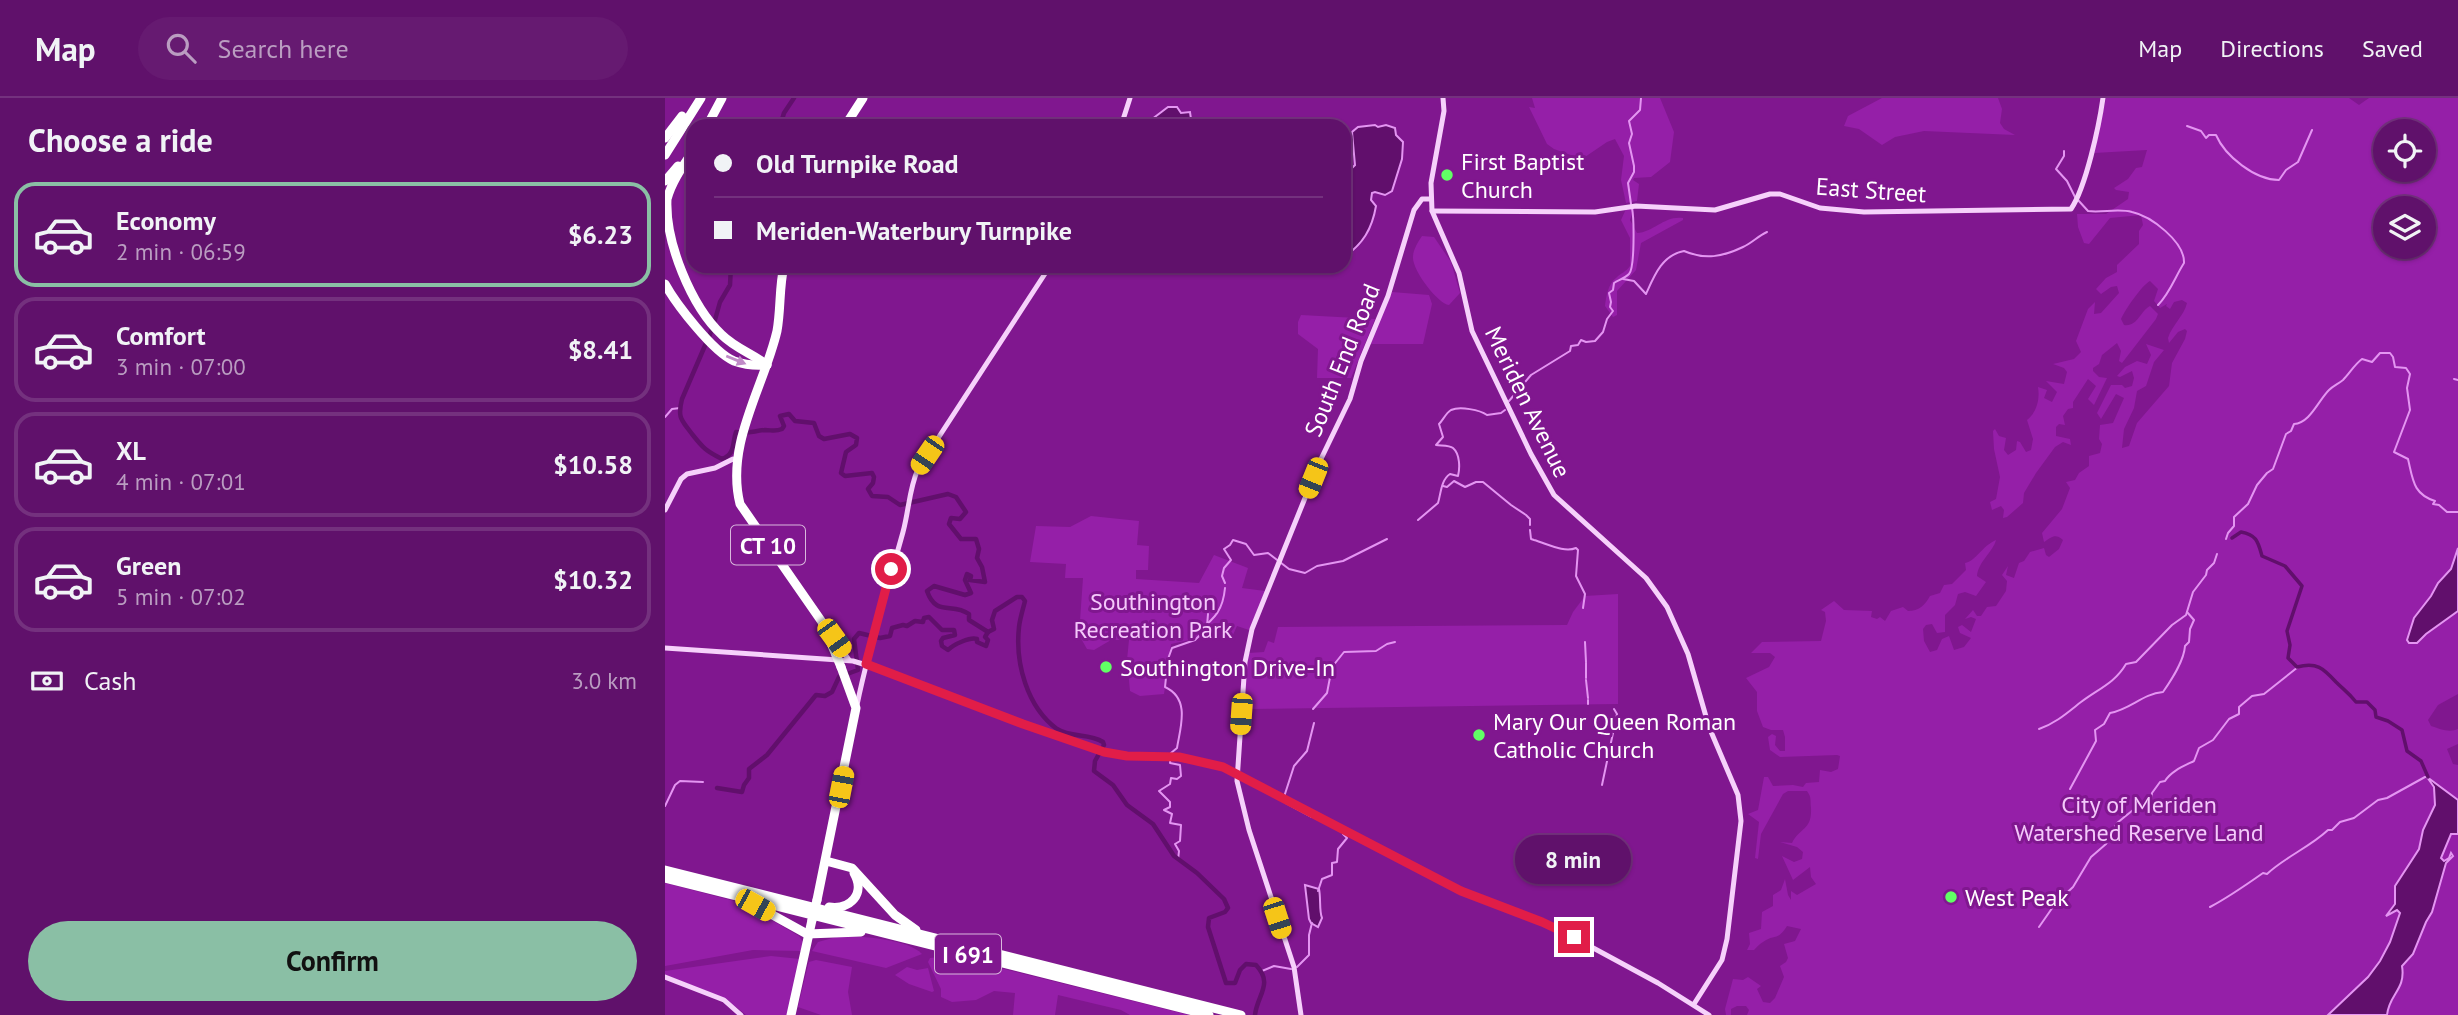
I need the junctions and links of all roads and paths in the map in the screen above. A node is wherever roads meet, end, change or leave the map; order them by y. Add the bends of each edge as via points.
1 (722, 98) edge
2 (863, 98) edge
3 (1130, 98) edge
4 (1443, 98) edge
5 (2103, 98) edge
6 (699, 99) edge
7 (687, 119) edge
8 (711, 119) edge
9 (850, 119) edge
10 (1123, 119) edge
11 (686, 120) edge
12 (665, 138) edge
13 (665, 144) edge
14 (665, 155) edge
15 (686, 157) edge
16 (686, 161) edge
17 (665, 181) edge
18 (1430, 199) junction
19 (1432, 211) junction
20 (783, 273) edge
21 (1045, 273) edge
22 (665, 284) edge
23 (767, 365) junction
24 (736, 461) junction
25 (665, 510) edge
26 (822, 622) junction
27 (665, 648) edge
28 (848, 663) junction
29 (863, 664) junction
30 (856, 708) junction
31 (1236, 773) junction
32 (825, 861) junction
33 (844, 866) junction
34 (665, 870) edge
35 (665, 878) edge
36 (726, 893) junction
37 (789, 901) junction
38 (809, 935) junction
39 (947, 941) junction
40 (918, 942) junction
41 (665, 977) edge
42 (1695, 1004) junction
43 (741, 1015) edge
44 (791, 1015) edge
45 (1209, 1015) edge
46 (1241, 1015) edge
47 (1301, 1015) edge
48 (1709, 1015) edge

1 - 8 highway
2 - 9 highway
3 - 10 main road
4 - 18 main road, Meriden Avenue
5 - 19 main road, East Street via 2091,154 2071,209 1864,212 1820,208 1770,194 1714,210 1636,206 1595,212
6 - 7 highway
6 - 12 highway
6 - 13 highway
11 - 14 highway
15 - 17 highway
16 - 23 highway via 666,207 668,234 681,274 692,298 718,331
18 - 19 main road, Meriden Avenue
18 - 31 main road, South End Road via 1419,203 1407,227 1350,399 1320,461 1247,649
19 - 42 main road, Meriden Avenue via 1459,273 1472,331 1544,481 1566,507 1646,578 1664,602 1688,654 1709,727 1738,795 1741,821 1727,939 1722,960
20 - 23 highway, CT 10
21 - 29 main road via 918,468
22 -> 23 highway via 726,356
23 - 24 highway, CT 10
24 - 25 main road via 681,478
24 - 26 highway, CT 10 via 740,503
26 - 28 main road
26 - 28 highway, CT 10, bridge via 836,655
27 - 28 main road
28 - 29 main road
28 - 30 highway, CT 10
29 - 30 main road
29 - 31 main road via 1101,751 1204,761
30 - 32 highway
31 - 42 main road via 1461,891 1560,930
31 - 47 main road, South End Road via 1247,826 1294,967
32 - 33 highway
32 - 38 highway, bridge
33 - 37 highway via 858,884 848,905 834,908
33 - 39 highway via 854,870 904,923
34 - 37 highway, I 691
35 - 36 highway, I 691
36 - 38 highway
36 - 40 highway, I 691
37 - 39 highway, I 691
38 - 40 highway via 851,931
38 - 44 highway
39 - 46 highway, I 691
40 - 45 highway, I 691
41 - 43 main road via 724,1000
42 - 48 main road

__Exercise__. Throughout the material above, report each line holding the word "South".

__Task output__.
18 - 31 main road, South End Road via 1419,203 1407,227 1350,399 1320,461 1247,649
31 - 47 main road, South End Road via 1247,826 1294,967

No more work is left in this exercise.